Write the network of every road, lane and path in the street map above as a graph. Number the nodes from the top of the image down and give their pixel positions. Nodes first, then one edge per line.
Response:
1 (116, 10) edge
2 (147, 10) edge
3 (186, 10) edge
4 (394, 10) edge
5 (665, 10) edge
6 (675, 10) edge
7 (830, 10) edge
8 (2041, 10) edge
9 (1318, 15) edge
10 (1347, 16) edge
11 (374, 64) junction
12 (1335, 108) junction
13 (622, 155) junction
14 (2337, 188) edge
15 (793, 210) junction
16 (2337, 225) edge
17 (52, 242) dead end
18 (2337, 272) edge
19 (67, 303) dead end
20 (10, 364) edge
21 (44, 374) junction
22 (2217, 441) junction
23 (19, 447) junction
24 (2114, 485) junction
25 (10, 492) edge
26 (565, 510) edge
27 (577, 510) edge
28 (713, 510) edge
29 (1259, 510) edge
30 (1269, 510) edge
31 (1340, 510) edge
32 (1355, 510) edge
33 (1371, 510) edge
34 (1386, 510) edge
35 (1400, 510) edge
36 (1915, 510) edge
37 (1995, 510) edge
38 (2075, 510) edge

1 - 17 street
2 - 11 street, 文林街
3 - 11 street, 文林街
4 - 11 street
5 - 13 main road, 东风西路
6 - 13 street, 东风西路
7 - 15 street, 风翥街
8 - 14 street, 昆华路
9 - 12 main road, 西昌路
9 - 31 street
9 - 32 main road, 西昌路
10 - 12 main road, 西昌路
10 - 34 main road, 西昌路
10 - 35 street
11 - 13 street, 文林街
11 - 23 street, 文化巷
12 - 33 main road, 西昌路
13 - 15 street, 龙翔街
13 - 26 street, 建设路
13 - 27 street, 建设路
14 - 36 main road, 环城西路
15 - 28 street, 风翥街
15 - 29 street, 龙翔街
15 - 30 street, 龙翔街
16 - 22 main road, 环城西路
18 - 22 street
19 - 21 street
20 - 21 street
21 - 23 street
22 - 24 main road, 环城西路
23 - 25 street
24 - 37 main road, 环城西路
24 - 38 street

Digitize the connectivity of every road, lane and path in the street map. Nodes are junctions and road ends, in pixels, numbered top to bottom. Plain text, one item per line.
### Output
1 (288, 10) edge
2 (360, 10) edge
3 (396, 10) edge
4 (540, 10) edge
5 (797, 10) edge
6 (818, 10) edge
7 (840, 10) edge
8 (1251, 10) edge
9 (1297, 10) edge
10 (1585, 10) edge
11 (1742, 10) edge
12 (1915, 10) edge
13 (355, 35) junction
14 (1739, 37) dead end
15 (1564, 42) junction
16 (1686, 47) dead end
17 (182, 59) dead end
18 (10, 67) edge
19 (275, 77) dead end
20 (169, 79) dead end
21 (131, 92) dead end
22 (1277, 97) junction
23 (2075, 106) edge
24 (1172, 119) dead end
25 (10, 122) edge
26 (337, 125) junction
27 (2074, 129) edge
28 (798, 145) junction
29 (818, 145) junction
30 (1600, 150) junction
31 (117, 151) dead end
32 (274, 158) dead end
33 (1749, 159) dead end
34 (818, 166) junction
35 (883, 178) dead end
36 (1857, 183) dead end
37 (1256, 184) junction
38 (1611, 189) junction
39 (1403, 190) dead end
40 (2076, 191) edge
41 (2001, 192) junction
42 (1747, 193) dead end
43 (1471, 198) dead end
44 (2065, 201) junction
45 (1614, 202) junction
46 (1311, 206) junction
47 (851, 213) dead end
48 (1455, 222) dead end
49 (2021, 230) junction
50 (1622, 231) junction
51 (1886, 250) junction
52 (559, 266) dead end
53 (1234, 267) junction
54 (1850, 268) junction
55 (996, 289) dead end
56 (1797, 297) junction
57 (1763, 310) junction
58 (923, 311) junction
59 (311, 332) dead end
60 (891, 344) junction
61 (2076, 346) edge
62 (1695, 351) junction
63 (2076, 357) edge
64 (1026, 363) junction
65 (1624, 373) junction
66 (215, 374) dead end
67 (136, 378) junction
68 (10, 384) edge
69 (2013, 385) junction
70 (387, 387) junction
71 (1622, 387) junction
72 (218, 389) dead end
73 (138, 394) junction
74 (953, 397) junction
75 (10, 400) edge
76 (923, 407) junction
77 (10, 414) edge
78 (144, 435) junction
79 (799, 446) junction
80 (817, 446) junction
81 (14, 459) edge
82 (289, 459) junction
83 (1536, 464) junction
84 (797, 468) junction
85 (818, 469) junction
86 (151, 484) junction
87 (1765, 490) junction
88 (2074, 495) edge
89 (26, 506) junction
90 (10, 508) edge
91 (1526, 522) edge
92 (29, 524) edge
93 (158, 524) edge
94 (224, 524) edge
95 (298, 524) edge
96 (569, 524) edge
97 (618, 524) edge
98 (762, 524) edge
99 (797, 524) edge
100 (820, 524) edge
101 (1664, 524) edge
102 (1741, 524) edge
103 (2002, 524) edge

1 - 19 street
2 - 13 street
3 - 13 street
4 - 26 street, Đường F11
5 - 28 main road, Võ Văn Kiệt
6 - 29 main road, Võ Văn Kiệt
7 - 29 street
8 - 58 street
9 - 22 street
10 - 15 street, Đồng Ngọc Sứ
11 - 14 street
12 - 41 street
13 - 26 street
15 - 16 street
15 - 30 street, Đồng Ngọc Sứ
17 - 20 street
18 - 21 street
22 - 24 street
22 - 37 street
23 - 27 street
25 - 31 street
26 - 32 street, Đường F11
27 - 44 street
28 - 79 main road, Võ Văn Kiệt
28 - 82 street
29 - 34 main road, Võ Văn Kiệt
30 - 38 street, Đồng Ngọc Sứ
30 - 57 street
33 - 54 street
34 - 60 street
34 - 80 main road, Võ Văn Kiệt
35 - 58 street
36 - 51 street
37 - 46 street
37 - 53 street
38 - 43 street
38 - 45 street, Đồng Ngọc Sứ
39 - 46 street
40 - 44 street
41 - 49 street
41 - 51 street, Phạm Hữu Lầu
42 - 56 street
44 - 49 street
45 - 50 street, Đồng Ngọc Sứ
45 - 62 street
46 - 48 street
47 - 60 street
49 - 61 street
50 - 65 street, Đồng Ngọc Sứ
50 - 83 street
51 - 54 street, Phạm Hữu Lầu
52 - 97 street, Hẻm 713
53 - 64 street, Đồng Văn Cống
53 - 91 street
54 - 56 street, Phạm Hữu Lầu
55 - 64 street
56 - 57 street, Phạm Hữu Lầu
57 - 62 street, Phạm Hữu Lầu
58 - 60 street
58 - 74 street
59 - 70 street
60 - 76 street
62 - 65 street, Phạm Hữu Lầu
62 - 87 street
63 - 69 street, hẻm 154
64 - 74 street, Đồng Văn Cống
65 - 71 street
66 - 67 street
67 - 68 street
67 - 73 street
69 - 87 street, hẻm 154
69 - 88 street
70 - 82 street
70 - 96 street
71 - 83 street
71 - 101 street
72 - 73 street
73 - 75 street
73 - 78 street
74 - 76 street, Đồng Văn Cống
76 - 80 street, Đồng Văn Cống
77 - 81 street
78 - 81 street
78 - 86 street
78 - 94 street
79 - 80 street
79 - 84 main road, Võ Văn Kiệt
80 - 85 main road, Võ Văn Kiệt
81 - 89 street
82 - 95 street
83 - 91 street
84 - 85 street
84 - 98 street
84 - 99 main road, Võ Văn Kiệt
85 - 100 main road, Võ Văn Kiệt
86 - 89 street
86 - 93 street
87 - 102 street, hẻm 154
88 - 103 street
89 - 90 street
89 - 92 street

════════════════

- WHAT YOU HAVE TO DO -
Search the records for the string "lane", and copy every line that holds it.

- SOLUTION FOR THIS EXERCISE -
Write the network of every road, lane and path in the street map above as a graph. Number the nodes from the top of the image down and give their pixel positions. Nodes first, then one edge per line.
Digitize the connectivity of every road, lane and path in the street map. Nodes are junctions and road ends, in pixels, numbered top to bottom. Plain text, one item per line.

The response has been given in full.